Thanks for the link, Windows only and I'm using Linux, but still 
worth a look.

Note this, comment below, a 3x difference, same as what I 
experienced:

Update:
I found a piece of code that did manually slow down the 
simulation in case it got to fast. This code never kicked in with 
the GC version, because it never reached the margin. The manual 
memory managed version however did reach the margin and was 
slowed down. With this piece of code removed the manual memory 
managed version runs at 5 ms which is 200 FPS and thus nearly 3 
times as fast as the GC collected version.
December 16, 2012
Re: Significant GC performance penalty
On Friday, 14 December 2012 at 19:24:39 UTC, Rob T wrote:
> On Friday, 14 December 2012 at 18:46:52 UTC, Peter Alexander 
> wrote:
>> Allocating memory is simply slow. The same is true in C++ 
>> where you will see performance hits if you allocate memory too 
>> often. The GC makes things worse, but if you really care about 
>> performance then you'll avoid allocating memory so often.
>>
>> Try to pre-allocate as much as possible, and use the stack 
>> instead of the heap where possible. Fixed size arrays and 
>> structs are your friend.
>
> In my situation, I can think of some ways to mitigate the 
> memory allocation  problem, however it's a bit tricky when 
> SELECT statement results have to be dynamically generated, 
> since the number of rows returned and size and type of the rows 
> are always different depending on the query and the data stored 
> in the database. It's just not at all practical to custom fit 
> for each SELECT to a pre-allocated array or list, it'll just be 
> far too much manual effort.
>

Isn't the memory management completely negligible when compared 
to the database access here ?
December 16, 2012
Re: Significant GC performance penalty
On Sunday, 16 December 2012 at 05:37:57 UTC, SomeDude wrote:
>
> Isn't the memory management completely negligible when compared 
> to the database access here ?

Here are the details ...

My test run selects and returns 206,085 records with 14 fields 
per record.

With all dynamic memory allocations disabled that are used to 
create the data structure containing the returned rows, a run 
takes 5 seconds. This does not return any data, but it runs 
exactly through all the records in the same way but returns to a 
temporary stack allocated value of appropriate type.

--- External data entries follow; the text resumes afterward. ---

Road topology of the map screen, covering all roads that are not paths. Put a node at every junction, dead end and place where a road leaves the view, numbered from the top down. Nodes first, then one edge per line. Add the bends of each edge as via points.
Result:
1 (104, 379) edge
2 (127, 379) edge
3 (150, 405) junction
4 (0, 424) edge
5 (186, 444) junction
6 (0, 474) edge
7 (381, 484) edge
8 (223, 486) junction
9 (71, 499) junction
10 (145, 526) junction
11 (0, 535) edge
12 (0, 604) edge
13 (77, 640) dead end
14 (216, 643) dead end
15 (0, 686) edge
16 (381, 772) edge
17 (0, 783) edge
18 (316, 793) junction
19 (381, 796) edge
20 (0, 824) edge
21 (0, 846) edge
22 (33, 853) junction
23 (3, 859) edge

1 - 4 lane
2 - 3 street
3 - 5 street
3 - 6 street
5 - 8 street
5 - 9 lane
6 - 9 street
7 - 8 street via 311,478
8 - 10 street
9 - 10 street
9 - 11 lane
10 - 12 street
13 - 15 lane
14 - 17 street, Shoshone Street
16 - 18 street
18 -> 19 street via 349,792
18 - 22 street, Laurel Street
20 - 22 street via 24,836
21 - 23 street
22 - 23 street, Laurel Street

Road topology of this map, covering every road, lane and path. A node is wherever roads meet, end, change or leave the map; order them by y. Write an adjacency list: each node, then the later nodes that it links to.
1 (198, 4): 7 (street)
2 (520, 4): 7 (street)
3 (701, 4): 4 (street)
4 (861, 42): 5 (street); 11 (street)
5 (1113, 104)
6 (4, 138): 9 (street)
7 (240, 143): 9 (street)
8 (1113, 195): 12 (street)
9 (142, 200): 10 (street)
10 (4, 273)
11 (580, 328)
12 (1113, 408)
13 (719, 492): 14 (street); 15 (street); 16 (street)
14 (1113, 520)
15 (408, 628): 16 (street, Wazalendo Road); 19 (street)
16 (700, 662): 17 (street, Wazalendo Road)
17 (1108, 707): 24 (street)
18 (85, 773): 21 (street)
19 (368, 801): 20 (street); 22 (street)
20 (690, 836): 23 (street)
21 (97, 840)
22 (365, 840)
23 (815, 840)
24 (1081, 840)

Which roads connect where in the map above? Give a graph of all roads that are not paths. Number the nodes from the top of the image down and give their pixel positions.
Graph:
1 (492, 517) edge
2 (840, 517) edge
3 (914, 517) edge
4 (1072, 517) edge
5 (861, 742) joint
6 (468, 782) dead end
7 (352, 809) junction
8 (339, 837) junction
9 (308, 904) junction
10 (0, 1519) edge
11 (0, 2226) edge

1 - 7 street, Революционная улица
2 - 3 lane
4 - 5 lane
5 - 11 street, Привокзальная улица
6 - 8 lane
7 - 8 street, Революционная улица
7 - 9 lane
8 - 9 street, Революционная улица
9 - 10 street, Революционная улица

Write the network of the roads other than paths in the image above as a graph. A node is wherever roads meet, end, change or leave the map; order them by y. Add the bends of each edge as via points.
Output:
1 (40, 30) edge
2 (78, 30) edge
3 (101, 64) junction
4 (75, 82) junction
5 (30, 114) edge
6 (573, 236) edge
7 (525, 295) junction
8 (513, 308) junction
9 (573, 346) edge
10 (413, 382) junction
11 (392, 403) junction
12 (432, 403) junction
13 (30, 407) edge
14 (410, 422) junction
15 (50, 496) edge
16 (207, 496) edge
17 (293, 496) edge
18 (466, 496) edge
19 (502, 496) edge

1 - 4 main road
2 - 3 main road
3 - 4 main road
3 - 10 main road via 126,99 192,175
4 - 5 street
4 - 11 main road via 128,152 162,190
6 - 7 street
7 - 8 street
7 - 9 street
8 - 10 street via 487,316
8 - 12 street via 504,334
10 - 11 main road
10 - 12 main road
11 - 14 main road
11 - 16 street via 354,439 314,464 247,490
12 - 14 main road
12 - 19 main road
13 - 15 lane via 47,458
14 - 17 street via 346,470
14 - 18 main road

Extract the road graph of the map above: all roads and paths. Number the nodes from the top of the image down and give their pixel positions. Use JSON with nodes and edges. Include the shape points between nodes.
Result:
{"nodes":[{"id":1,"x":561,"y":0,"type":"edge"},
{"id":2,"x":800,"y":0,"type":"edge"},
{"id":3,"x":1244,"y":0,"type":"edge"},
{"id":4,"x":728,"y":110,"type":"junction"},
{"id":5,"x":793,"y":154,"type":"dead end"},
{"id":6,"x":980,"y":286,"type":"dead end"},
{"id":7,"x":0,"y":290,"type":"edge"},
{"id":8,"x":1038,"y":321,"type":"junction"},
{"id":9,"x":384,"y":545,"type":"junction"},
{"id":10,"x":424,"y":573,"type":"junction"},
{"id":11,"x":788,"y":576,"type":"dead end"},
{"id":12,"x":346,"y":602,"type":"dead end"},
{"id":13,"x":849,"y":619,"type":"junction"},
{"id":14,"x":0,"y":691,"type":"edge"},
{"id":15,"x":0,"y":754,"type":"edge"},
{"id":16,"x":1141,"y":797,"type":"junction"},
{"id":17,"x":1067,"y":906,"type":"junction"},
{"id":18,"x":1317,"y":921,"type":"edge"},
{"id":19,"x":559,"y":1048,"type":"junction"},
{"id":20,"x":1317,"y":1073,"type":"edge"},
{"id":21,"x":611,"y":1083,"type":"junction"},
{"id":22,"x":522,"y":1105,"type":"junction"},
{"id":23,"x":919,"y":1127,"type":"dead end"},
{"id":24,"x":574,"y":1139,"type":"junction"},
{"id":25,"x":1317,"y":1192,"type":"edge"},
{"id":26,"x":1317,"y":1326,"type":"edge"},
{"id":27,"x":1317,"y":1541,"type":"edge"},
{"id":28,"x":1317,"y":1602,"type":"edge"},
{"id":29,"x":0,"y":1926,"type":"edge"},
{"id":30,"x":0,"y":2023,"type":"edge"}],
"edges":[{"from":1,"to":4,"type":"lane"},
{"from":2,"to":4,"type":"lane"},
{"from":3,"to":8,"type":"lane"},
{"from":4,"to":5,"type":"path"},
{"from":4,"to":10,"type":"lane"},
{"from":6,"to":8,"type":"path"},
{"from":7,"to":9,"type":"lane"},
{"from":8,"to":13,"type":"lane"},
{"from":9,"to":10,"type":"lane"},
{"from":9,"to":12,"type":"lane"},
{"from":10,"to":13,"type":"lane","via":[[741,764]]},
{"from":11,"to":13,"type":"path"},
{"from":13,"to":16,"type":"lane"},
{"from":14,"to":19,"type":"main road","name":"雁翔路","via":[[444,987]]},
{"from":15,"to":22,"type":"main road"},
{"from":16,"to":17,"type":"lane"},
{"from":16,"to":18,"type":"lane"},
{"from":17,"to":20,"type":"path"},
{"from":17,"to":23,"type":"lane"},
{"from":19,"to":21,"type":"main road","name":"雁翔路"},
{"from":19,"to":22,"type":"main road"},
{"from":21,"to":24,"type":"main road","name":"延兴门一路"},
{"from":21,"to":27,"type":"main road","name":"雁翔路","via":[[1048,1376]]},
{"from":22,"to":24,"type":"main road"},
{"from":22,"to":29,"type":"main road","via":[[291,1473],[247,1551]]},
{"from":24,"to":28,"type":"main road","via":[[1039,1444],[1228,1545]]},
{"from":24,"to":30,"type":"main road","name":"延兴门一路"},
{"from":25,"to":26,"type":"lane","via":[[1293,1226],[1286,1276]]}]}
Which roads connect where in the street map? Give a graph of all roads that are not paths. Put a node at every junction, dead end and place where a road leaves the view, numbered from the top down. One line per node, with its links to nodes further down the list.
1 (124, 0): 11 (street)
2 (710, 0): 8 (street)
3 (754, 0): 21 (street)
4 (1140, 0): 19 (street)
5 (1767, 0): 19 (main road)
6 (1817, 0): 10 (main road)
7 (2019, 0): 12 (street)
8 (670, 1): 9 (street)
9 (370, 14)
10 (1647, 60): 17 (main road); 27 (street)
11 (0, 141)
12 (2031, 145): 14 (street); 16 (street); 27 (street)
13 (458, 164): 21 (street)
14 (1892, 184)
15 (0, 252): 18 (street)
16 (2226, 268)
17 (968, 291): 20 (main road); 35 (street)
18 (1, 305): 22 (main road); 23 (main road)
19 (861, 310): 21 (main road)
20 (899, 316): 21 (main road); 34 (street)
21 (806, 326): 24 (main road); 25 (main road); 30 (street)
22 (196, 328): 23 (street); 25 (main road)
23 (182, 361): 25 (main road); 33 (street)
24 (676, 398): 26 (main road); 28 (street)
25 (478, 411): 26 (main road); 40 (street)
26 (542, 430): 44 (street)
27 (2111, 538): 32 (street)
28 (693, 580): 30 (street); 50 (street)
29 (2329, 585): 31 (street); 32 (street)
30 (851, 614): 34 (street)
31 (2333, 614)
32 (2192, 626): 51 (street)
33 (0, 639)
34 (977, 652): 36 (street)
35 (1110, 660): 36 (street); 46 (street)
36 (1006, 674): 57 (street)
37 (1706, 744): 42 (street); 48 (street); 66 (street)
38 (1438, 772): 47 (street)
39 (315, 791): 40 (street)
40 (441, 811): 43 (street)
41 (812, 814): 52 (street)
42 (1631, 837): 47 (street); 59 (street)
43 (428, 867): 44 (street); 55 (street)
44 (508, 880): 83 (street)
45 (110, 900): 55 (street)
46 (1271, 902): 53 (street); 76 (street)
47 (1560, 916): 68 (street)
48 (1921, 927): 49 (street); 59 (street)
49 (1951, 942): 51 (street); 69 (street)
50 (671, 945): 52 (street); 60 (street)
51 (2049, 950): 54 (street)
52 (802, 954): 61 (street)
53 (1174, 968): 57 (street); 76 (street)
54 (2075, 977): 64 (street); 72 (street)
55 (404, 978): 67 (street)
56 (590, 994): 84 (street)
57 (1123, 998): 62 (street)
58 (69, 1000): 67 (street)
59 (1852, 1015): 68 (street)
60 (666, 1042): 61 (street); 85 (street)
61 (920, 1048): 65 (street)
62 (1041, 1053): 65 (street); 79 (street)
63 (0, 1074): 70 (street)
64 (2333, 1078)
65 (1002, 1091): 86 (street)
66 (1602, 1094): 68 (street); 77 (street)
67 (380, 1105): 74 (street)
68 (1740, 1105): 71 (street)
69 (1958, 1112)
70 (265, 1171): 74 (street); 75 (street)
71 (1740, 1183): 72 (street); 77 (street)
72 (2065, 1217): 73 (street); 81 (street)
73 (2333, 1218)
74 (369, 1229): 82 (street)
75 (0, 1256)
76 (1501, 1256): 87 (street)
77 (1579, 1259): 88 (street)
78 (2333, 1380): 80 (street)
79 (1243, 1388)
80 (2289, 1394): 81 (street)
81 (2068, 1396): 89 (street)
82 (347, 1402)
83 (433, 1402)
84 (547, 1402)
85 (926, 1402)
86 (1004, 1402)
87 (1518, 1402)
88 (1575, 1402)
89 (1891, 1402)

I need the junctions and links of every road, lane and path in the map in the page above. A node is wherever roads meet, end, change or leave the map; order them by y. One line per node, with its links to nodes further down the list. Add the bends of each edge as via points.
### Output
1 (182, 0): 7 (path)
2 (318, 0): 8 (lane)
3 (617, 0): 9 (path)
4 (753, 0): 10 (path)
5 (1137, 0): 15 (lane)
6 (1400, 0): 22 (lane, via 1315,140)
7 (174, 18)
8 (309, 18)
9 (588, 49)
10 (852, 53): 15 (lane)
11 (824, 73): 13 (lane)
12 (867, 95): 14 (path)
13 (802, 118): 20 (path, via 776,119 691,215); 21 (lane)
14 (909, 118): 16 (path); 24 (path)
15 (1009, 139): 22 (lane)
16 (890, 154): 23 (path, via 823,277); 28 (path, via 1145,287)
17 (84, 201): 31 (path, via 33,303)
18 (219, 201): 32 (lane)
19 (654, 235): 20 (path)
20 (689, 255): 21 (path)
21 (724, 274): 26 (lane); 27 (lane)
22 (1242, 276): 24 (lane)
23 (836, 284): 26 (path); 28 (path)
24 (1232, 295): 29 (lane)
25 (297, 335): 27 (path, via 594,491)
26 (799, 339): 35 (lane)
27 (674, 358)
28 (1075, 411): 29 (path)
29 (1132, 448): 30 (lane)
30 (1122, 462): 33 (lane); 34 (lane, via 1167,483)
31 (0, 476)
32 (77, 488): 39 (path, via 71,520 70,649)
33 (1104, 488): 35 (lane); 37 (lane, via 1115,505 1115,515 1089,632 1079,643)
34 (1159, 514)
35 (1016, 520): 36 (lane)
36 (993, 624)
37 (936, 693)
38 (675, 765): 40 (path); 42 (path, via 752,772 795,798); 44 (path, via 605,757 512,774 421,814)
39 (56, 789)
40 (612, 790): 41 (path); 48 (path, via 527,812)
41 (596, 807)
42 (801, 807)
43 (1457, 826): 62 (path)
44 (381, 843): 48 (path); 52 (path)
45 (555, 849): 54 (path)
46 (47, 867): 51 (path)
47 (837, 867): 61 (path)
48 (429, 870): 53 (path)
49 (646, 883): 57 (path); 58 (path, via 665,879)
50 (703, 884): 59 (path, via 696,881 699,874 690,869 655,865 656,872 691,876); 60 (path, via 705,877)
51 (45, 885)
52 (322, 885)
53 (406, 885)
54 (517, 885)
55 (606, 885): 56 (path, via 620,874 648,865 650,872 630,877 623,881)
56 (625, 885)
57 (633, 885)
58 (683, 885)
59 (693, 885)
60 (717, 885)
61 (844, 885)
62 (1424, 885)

If I disable the GC before the run and re-enable it immediately 
after, it takes 7 seconds. I presume a full 2 seconds are used to 
disable and re-enable the GC which seems like a lot of time.

With all dynamic memory allocations enabled that are used to 
create the data structure containing the returned rows, a run 
takes 28 seconds. In this case, all 206K records are returned in 
a dynamically generate list.

If I disable the GC before the run and re-enable it immediately 
after, it takes 11 seconds. Since a full 2 seconds are used to 
disable and re-enable the GC, then 9 seconds are used, and since 
5 seconds are used without memory allocations, the allocations 
are using 4 seconds, but I'm doing a lot of allocations.

In my case, the structure is dynamically generated by allocating 
each individual field for each record returned, so there's 
206,085 records x 14 fields = 2,885,190 allocations being 
performed. I can cut the individual allocations down to 206,000 
by allocating the full record in one shot, however this is a 
stress test designed to work D as hard as possible and compare it 
with an identically stressed C++ version.

Both the D and C++ versions perform identically with the GC 
disabled and subtracting the 2 seconds from the D version to 
remove the time used up by enabling and disabling the GC during 
and after the run.

I wonder why 2 seconds are used to disable and enable the GC? 
That seems like a very large amount of time. If I select only 
5,000 records, the time to disable and enable the GC drops 
significantly to negligible levels and it takes the same amount 
of time per run with GC disabled & enabled, or with GC left 
enabled all the time.

During all tests, I do not run out of free RAM, and at no point 
does the memory go to swap.

--rt
December 16, 2012
Re: Significant GC performance penalty
Rob T:

> I wonder why 2 seconds are used to disable and enable the GC?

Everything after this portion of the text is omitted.